И действительно, прибытие Атто в город было чем-то из ряда вон: как ему удалось беспрепятственно попасть в столицу империи? При этом стражники Вены всегда славились своей строгостью! Все присутствующие в городе люди, и в первую очередь опасные индивидуумы, были под постоянным наблюдением: чужестранцы, шпионы, саботажники, больные, цыгане, попрошайки, бездомные, распутники, игроки и тунеядцы. С тех пор как от турок стала исходить постоянная угроза, особенно после последней осады 1683 года, Леопольд I, отец нынешнего императора, ужесточил мероприятия по безопасности. Регулярно производился учет всех людей, живших в пределах городских стен, исключая только солдат и их семьи. Дополнительно контролировали тех, кто имел дело с путешественниками и принимал гостей. Владельцы квартир, домовладельцы, хозяева отелей, трактирщики и кучера: никто не должен был кого бы то ни было укрывать, кормить или перевозить с одного места на другое, не передав его данные ландмаршалу, бургомистру, уличному или квартальному комиссару, комиссии по безопасности и, наконец, страшной инквизиции. Тот, кто втайне принимал у себя чужестранцев, даже на одну ночь, подлежал суровым штрафам, начинавшимся с немалой суммы в шесть имперских талеров. Чтобы помешать чужестранцам проезжать через городские ворота неузнанными, просто пересев из дилижанса в колымагу перед воротами, контролировали также ломовых извозчиков, кучеров почтовых карет и фиакров. И это было еще не все: нарушителей запугивали, организовав два тайных пункта, где можно было анонимно указать на подозрительных путешественников или их сообщников, один в ратуше на Випплингерштрассе, второй на площади Хоэр Маркт. И, несмотря на все это, аббат Мелани спокойно прибыл в Вену.
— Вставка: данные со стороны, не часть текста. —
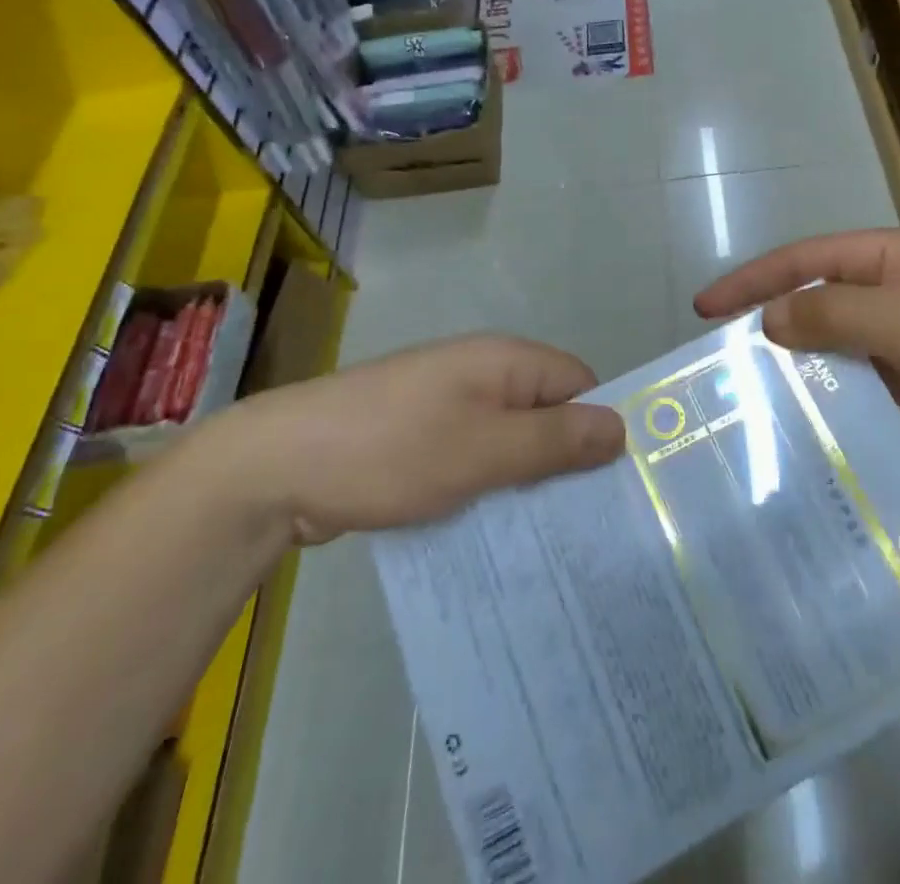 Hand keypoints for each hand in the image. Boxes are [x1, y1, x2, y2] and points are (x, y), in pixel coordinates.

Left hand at [214, 335, 626, 543]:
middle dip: (565, 462)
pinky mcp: (421, 437)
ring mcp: (448, 405)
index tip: (615, 487)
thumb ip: (556, 440)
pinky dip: (488, 488)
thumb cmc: (394, 450)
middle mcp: (482, 373)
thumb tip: (622, 427)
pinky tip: (491, 532)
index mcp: (506, 360)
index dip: (600, 428)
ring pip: (510, 441)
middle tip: (584, 524)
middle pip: (547, 413)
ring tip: (546, 539)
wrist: (277, 466)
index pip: (580, 384)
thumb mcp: (485, 450)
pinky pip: (475, 457)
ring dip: (525, 481)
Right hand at [694, 229, 899, 442]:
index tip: (705, 308)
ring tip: (757, 395)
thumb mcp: (896, 316)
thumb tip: (769, 320)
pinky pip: (860, 375)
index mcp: (877, 256)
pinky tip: (810, 418)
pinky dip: (835, 391)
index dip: (749, 280)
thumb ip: (828, 316)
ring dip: (801, 363)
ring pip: (833, 342)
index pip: (798, 261)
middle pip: (812, 300)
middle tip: (723, 361)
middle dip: (768, 324)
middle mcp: (884, 286)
– Как, ради всего святого, вы обошли контроль?
– Очень просто: они велели мне подписать «записку» – так они называют бумагу, где записывают данные, – и я смог въехать. И поверь мне, я подписался совершенно нормально, я не намеревался изменять свое имя на Милани. Я знаю, что иногда пишу неразборчиво, но они сами неправильно прочли его. В таких случаях лучшая стратегия – это совершенно не скрываться.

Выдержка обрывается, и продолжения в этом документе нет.